Small arms and light weapons have had similar effects elsewhere in our region – in Timor-Leste, and in Bougainville, Papua New Guinea. As members of the Council, we are reminded all too frequently of the threat that the proliferation and misuse of these weapons can pose to civilians, to states, and to international peace and security – including in Mali and the Sahel, in the Democratic Republic of the Congo and the Central African Republic.
These weapons pose a grave threat to civilians, to peacekeepers, to humanitarian workers and to civil society organisations. Their proliferation and misuse can undermine the rule of law and human rights, and destroy efforts to rebuild broken societies.

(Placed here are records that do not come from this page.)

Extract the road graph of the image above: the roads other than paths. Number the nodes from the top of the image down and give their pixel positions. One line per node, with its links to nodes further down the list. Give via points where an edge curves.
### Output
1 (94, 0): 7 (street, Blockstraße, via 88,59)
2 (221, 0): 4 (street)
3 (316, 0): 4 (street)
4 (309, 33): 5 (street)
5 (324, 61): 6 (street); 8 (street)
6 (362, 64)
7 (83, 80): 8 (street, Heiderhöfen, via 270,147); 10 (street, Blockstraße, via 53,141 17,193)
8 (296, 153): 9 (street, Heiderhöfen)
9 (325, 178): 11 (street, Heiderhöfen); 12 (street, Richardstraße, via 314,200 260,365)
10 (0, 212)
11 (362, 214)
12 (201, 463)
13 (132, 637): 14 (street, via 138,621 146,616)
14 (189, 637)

We have all learned valuable lessons on how this threat can be overcome. While
states have the primary responsibility to prevent the illicit transfer and misuse
of these weapons, many will need support to do so. Peacekeeping and political
missions can play a key role, as we saw in Solomon Islands. This has also been
the experience in Côte d'Ivoire, where a small but dedicated arms embargo monitoring
unit in the UN mission has made a real impact in supporting the government to
combat illicit arms flows.
Assistance to states to manage their own weapons – those held by their security forces – will often be the starting point. For states emerging from conflict, disarmament, demobilisation and reintegration (DDR) programs for former combatants must be carefully designed and implemented, and weapons accounted for. Security sector reform must include effective weapons management. Such transition processes must be inclusive, with women's participation crucial. Existing controls – including national regulations and arms embargoes – must be fully implemented. Regional organisations will often be able to play a pivotal role.
The international community has demonstrated renewed resolve to combat the threat posed by small arms and light weapons. The adoption of the Arms Trade Treaty this year was a landmark achievement, which will help stop destabilising arms flows to conflict regions and to illicit users. It will prevent human rights abusers and those who violate the laws of war from being supplied with arms.
The Council, by adopting Resolution 2117 today, is demonstrating it has an important role to play in addressing these challenges.
This resolution will strengthen implementation of the Council's arms embargoes. It supports peacekeepers' efforts to limit the impact of these weapons on post-conflict societies. Most importantly, the resolution demonstrates the fundamental importance this Council places on protecting civilians, and for full respect for international humanitarian law and human rights.
This international momentum must be maintained. The Council has taken too long to adopt its first resolution on small arms. And I should note that Australia has built on the earlier work of others – including Argentina some years ago – to get to this point. The Council should consider these issues more systemically, return to this subject with greater frequency, and ensure that our commitments today are not forgotten tomorrow.